Adam Parton is a highly skilled and experienced animator and director who has worked for some of the biggest studios in the world. He recently directed Netflix’s original animated series Captain Fell and is currently working on season two of Warner Bros.’s Velma.
Parton is a Primetime Emmy nominee whose previous credits include BoJack Horseman and Tuca & Bertie. He’s got a resume that could get him in the door at most animation studios around the world, but one thing that has stood in his way on more than one occasion is the fact that he is an Australian citizen living and working in the U.S.
To help alleviate the added stress of finding work as an immigrant, Parton is now working on getting a U.S. green card, which would provide him with permanent residence status and mean that he could take on any job without needing to apply for a visa. Parton has had an exceptional career, but his experiences of losing out on work and a less-than-certain future are extremely common among artists who ply their trade outside of their native countries. Animation is a particularly international art form, and studios around the world often hire talented immigrants to fill out their workforce.

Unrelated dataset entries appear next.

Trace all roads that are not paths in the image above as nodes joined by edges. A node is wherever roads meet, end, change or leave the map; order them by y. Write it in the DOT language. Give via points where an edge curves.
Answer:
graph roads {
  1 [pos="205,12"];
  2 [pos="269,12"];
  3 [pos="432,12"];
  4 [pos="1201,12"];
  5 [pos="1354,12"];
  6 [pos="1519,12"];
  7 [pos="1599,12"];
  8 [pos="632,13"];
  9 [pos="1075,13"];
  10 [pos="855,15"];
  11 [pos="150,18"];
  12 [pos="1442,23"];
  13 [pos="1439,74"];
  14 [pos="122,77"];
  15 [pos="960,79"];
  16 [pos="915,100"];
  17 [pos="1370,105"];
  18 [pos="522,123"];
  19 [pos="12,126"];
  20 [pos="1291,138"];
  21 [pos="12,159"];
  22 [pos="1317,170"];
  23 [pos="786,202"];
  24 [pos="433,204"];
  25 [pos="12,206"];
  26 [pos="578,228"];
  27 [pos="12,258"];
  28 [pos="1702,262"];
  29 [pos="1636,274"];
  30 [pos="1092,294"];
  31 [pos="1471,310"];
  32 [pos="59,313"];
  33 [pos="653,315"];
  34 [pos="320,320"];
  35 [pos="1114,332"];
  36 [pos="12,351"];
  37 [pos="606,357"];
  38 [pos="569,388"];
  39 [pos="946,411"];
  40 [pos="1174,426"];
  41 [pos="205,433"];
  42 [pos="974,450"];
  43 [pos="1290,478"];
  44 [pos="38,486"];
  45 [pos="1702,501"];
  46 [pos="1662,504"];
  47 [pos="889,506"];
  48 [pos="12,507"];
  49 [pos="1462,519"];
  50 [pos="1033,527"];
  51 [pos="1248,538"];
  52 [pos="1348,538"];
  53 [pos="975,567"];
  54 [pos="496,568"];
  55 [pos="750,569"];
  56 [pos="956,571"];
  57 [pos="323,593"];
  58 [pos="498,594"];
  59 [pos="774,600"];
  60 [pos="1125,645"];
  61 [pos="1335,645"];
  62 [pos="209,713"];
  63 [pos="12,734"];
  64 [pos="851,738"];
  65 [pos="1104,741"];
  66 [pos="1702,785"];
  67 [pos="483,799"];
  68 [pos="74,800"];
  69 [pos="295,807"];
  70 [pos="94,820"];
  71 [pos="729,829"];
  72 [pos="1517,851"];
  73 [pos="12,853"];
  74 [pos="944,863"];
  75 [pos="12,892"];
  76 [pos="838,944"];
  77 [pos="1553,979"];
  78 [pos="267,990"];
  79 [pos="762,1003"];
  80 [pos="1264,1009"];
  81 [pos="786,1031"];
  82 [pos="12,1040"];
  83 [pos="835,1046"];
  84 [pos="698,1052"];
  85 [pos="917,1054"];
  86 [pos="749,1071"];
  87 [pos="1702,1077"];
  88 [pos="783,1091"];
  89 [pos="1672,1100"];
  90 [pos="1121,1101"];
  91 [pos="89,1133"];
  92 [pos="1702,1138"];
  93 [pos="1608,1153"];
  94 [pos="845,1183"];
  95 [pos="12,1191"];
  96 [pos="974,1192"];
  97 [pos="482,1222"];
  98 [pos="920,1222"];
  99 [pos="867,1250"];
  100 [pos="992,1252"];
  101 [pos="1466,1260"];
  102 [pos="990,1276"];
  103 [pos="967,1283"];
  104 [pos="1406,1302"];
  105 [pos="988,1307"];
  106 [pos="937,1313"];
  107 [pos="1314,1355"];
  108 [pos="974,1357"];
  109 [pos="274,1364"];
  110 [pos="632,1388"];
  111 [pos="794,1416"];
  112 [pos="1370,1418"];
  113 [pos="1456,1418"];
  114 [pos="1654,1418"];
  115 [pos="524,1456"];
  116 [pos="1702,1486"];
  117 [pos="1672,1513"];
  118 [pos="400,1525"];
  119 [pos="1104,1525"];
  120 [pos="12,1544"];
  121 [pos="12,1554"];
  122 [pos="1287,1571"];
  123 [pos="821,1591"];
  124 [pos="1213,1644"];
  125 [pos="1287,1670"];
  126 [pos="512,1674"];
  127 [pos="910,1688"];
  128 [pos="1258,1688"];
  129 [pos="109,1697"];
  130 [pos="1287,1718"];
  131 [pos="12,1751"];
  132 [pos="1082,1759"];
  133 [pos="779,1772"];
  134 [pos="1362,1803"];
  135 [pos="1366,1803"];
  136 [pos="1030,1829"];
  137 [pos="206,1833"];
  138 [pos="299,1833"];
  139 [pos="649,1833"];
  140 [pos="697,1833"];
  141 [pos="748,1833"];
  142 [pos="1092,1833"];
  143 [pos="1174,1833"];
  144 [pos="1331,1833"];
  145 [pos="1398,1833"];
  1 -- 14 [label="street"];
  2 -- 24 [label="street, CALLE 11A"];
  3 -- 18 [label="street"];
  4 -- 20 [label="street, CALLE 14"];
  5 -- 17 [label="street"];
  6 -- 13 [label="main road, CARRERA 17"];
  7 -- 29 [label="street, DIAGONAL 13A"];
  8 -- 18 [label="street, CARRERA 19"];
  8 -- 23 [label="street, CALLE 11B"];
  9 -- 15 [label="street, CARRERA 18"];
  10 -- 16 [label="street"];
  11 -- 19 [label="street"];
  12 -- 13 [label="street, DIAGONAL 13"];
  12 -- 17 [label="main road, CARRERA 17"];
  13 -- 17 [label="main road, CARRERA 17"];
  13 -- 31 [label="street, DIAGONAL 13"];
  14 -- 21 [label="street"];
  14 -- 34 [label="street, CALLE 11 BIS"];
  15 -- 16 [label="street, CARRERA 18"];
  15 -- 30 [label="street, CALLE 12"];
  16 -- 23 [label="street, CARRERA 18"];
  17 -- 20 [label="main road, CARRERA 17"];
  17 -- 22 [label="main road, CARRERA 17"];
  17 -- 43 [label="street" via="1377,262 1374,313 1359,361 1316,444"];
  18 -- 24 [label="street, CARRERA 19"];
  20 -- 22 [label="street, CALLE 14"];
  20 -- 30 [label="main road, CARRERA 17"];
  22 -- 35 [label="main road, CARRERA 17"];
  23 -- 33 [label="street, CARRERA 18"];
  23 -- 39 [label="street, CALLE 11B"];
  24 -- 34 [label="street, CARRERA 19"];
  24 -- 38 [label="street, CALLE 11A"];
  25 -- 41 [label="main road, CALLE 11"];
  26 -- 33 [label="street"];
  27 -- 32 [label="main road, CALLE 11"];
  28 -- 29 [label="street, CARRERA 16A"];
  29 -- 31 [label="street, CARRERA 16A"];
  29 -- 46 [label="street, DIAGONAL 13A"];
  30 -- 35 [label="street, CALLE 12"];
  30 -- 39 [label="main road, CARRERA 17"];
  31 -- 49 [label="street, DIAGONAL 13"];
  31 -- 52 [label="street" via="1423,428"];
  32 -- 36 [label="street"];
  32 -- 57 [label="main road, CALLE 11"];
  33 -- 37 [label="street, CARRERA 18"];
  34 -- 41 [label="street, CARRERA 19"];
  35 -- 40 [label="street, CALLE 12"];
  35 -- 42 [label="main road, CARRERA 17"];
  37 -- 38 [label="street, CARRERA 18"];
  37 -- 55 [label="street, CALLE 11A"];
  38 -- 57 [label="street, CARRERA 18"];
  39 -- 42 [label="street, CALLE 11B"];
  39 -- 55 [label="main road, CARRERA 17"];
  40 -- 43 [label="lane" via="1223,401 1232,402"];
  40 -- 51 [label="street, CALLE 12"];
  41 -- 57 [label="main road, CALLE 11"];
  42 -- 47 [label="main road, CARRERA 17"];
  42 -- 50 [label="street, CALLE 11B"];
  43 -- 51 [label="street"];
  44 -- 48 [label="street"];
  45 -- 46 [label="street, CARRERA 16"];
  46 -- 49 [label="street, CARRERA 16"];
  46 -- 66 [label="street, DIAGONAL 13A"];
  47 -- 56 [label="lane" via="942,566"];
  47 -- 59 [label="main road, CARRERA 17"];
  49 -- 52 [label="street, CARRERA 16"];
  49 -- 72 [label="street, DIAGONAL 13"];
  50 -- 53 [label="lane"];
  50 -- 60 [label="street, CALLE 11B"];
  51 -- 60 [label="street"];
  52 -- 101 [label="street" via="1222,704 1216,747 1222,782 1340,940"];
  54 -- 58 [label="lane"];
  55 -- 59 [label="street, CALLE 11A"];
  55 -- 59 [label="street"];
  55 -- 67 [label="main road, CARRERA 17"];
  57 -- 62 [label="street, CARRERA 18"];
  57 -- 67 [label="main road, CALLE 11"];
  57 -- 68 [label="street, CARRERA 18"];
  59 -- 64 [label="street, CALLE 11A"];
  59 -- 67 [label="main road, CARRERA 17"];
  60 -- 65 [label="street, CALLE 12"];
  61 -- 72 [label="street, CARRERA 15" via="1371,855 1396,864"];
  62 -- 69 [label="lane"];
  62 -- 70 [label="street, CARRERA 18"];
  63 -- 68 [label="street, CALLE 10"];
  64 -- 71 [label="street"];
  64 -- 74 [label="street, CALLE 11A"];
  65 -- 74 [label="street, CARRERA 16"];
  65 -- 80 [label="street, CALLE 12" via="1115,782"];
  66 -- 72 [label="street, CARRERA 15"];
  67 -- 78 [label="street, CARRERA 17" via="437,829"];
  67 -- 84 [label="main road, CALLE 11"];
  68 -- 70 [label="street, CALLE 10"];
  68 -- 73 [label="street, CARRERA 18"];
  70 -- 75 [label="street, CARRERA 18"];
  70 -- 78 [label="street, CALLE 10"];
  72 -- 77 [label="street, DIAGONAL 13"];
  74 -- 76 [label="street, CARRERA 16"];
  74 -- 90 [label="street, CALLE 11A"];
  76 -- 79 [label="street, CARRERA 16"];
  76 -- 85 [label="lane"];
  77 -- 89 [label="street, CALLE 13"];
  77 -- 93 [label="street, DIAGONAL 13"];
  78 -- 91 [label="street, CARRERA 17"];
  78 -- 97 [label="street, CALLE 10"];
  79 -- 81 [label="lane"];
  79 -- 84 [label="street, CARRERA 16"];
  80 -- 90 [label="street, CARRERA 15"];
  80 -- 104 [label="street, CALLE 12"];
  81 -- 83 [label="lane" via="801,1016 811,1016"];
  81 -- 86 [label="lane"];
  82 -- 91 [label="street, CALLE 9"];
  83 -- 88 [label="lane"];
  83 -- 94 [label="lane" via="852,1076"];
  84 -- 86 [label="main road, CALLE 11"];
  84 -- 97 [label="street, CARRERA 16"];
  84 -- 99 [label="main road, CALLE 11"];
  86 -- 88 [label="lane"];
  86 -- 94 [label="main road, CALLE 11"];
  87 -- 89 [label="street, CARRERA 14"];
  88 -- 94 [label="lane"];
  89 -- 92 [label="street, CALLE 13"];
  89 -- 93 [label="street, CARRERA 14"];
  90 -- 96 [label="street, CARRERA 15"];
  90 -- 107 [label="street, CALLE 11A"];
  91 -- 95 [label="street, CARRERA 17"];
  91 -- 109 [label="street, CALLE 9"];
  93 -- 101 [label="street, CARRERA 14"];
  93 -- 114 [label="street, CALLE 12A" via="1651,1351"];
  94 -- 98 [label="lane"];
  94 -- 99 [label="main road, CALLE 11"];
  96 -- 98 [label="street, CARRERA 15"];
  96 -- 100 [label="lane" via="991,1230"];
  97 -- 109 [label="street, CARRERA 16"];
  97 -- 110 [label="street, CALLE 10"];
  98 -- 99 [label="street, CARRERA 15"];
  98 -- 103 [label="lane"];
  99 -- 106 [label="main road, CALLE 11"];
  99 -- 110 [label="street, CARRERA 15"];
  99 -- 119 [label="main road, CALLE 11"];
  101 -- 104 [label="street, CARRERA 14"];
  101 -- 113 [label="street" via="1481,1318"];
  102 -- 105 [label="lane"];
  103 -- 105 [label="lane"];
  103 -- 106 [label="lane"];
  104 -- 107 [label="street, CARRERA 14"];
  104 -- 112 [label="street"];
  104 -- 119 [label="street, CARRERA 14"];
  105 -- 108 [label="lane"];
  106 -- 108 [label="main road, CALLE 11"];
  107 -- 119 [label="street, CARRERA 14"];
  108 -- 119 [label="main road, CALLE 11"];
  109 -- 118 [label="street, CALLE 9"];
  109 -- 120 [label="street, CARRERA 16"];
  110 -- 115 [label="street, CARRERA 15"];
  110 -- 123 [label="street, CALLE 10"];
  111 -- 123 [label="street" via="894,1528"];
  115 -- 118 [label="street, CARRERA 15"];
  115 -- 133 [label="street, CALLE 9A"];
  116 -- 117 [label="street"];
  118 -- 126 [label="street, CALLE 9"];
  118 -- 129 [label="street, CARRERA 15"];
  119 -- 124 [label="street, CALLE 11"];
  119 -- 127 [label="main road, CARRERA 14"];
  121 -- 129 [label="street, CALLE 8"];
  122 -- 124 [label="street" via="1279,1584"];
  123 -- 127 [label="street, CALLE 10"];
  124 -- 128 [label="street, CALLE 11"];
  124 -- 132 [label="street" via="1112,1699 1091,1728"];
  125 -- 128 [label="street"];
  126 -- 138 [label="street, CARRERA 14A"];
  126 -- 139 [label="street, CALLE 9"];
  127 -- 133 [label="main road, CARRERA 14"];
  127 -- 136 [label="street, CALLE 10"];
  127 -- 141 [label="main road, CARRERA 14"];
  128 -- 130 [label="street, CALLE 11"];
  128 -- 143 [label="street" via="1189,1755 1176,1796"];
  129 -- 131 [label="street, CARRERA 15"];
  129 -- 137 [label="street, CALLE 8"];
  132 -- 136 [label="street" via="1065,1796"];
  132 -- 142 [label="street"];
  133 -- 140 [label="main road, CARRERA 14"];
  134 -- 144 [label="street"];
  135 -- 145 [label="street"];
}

Parton recently spoke to Cartoon Brew about how he got to where he is today and the challenges that immigrant artists face while working in the U.S. animation industry.
Cartoon Brew: Can you tell us a bit about your background in Australia and how you ended up in the U.S.?
Adam Parton: I started in animation in the early 1990s working as an inbetweener at Disney Studios in Sydney, Australia, on direct-to-video features and tv series such as Aladdin and the King of Thieves, The Lion King 2, and Quack Pack, among others. So, I was lucky to get on-the-job training in traditional animation. Moving into digital, I worked on one of the first fully-Flash animated tv series John Callahan’s Quads! as an animator. Following that, a few friends and co-workers and I formed our own company Square, based in Melbourne. That studio ran for about 10 years and produced a number of award-winning kids’ tv series and short films. Square then merged with another Melbourne animation studio and became 12 Field, also making kids’ tv series. At that point, I had the opportunity to travel to L.A. and work as an L.A.-based extension of 12 Field. After about a year, I was thinking that Los Angeles living was going to stick and sought out local work. That’s when I came across Bojack Horseman, starting as a character designer and animator and by season three directing episodes. For season four of Bojack I was sent to Seoul to oversee the animation at the service studio there (Bigstar). I then returned to L.A. to direct two more seasons of Bojack and two seasons of Tuca and Bertie.
What have you worked on most recently?
During the pandemic years, I was supervising director of Captain Fall at Netflix, which is due to come out on July 28th. And I am currently directing season two of Velma at Warner Bros.
Why do you want to stay in the US?
After being here for 10 years, it’s where my life is now. But also, it’s the work opportunities and the freedom that bigger budgets allow us as artists. In Australia, at the time I was working there, the budgets were quite tight, so often we wanted to push things further but met a financial wall instead. Sometimes that’s a problem that creates new solutions and things can work out better, which is a byproduct I love. But other times, it’s just frustrating because you know you could’ve done more. I still try to solve problems or shoot things in the most interesting way, but now it’s nice to sometimes be a little more ambitious visually. I do really feel that it’s my beginnings in the Australian industry that helped me think outside the box and have such a long run in the L.A. scene. Also, for un-work-related reasons, the music scene here (especially in L.A.) is phenomenal, and I really love that.
What have been the biggest challenges you’ve faced so far in living and working in the U.S.?
One of the challenges for me was knowing when to keep my mouth shut. In Australia, it seems like it’s a little looser and I did find that there was more of a hierarchy here in the U.S. which took some getting used to. But after a while, I found a good throughline that I think worked in my favor because I was able to get some of my more unconventional ideas out there without ruffling feathers.
Also, being on a visa I definitely saw some opportunities slip through my fingers because schedules did not allow for the visa processing times, or it was just easier for the productions to hire someone that didn’t need a visa
What resources are available to artists interested in relocating to the US? Did you speak with other international artists working in the US?
Honestly, because I’ve been so lucky to be gainfully employed the whole time I’ve been here I haven’t reached out to access any official sources of support, but with so many talented people from overseas working in the industry here it ends up being more of a word of mouth thing. There’s a community of people and you hear that so and so had success this way or they are doing that way and through that, you start to figure out what might work for you. But it’s a little unnerving when you see someone you know reach the end of their visa term and have to return to their country of origin until they find something else, especially when they have created a life here that I’m sure they value very much.